## Problem description
Would you retype the whole listing exactly?
*** Data for this task ***
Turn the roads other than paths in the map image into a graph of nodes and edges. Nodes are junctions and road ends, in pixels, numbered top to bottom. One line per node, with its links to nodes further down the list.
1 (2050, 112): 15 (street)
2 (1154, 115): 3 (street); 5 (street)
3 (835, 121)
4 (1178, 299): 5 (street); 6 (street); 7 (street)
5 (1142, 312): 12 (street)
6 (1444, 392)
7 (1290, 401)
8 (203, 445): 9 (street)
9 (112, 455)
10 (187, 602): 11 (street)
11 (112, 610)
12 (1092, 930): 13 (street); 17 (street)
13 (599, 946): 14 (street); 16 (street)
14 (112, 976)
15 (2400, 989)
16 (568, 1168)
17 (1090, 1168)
***
## Result of this task
Turn the roads other than paths in the map image into a graph of nodes and edges. Nodes are junctions and road ends, in pixels, numbered top to bottom. One line per node, with its links to nodes further down the list.
1 (2050, 112): 15 (street)
2 (1154, 115): 3 (street); 5 (street)
3 (835, 121)
4 (1178, 299): 5 (street); 6 (street); 7 (street)
5 (1142, 312): 12 (street)
6 (1444, 392)
7 (1290, 401)
8 (203, 445): 9 (street)
9 (112, 455)
10 (187, 602): 11 (street)
11 (112, 610)
12 (1092, 930): 13 (street); 17 (street)
13 (599, 946): 14 (street); 16 (street)
14 (112, 976)
15 (2400, 989)
16 (568, 1168)
17 (1090, 1168)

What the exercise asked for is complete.